Task: Select and copy out every line in the records containing "Kirchsteig".

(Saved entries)
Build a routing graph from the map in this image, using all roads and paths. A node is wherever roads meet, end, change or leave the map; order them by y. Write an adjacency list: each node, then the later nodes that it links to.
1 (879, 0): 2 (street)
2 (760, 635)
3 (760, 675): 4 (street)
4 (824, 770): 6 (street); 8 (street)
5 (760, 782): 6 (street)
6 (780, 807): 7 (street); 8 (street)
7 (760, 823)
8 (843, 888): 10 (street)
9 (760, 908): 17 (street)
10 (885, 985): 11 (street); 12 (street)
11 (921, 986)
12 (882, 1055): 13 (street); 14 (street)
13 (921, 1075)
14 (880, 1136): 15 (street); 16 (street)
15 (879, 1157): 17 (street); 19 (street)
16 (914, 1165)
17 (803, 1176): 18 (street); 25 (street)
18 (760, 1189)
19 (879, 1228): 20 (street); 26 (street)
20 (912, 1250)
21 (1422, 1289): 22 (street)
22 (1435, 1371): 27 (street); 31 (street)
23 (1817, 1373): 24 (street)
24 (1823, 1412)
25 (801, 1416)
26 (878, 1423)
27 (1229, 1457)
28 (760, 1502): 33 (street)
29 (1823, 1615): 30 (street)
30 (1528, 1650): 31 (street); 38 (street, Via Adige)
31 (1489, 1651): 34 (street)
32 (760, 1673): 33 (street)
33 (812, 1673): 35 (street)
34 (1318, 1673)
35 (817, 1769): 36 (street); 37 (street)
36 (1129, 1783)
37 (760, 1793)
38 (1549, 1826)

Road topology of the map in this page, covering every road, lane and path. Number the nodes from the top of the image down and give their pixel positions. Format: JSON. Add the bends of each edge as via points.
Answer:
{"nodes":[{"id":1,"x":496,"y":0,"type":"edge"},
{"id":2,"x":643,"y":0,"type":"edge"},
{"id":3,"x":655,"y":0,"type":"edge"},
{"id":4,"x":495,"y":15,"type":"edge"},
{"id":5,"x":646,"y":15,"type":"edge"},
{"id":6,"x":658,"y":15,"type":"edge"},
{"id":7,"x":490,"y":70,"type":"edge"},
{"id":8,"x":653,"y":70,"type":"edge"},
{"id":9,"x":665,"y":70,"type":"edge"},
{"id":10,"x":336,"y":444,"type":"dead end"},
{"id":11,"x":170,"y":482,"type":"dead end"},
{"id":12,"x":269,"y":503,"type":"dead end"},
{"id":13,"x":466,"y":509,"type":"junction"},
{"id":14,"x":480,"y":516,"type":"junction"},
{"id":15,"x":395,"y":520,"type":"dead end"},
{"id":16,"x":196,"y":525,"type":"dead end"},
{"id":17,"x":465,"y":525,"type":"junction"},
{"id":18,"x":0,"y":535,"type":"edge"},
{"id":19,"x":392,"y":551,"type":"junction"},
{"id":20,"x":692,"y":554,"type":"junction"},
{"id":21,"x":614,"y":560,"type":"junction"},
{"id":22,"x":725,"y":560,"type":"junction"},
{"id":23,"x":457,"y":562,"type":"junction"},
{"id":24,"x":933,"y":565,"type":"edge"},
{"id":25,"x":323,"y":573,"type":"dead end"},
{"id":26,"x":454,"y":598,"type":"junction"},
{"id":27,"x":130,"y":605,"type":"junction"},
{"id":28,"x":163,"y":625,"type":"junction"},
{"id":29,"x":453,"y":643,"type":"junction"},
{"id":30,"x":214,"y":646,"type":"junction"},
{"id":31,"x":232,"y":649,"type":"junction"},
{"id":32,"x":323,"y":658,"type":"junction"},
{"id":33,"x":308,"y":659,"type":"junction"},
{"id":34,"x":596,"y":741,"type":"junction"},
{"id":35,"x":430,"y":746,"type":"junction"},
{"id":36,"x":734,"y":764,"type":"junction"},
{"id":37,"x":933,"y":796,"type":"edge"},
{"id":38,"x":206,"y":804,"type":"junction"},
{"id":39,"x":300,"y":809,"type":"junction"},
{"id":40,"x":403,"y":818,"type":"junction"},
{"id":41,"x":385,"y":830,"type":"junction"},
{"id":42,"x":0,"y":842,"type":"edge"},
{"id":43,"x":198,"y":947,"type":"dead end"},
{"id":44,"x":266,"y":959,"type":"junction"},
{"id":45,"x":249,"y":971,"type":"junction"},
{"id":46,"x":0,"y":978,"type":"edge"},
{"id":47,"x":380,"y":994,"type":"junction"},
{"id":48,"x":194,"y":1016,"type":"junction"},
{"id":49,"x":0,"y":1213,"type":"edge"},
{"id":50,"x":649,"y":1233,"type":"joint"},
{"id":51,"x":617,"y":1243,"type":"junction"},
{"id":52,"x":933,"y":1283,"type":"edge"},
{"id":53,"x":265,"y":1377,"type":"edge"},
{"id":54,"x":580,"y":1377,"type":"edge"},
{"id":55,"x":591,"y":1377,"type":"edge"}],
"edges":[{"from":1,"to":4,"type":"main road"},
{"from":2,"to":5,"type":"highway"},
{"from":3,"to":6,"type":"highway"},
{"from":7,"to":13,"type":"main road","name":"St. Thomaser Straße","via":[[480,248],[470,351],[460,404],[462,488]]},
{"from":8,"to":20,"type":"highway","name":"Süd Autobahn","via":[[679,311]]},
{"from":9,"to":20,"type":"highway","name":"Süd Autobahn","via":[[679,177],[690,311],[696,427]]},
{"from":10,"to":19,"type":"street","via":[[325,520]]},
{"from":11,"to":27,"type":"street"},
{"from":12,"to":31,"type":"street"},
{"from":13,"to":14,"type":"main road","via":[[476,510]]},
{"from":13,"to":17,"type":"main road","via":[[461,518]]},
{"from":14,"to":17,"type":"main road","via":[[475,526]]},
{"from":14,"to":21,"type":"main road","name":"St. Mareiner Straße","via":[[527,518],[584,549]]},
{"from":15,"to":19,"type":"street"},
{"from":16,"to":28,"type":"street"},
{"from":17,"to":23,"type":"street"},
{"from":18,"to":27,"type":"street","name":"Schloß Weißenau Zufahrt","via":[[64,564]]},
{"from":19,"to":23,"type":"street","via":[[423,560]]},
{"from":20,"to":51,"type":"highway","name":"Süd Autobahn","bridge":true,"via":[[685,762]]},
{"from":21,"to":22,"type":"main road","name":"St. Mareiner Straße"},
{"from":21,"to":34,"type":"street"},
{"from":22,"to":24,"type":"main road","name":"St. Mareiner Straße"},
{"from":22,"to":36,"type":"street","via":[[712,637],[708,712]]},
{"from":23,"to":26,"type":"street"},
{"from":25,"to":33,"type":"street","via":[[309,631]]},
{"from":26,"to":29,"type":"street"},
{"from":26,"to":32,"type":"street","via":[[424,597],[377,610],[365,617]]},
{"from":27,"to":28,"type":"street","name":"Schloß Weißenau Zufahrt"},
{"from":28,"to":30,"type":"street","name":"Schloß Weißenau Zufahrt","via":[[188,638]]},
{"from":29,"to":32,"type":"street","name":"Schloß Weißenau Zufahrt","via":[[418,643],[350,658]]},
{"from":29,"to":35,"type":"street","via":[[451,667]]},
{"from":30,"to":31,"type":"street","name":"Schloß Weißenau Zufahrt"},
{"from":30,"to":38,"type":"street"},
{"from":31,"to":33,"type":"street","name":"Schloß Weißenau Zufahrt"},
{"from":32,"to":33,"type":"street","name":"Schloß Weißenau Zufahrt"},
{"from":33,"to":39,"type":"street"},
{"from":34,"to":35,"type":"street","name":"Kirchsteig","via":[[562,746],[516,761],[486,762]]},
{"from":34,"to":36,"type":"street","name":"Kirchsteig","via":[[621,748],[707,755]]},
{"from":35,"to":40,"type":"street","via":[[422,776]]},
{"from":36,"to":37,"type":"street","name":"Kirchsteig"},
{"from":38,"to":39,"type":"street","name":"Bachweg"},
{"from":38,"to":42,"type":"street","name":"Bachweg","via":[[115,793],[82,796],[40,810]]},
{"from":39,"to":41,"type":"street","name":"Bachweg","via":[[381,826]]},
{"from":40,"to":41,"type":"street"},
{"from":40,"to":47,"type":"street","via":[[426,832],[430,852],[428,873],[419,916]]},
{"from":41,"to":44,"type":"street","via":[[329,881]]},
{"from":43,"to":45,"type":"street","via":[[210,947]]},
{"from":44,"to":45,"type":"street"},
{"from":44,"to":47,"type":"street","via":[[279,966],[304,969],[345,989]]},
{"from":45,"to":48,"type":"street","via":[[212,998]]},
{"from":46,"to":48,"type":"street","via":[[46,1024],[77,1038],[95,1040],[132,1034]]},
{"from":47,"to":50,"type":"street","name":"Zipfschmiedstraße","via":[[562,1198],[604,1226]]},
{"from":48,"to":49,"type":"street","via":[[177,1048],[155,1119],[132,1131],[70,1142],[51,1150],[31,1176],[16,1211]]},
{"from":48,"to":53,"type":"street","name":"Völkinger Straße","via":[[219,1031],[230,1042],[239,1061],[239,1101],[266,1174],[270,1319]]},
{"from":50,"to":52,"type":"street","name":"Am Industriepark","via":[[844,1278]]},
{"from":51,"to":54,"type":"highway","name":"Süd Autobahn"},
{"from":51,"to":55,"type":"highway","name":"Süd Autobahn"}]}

Problem solution:
{"from":34,"to":35,"type":"street","name":"Kirchsteig","via":[[562,746],[516,761],[486,762]]},
{"from":34,"to":36,"type":"street","name":"Kirchsteig","via":[[621,748],[707,755]]},
{"from":36,"to":37,"type":"street","name":"Kirchsteig"},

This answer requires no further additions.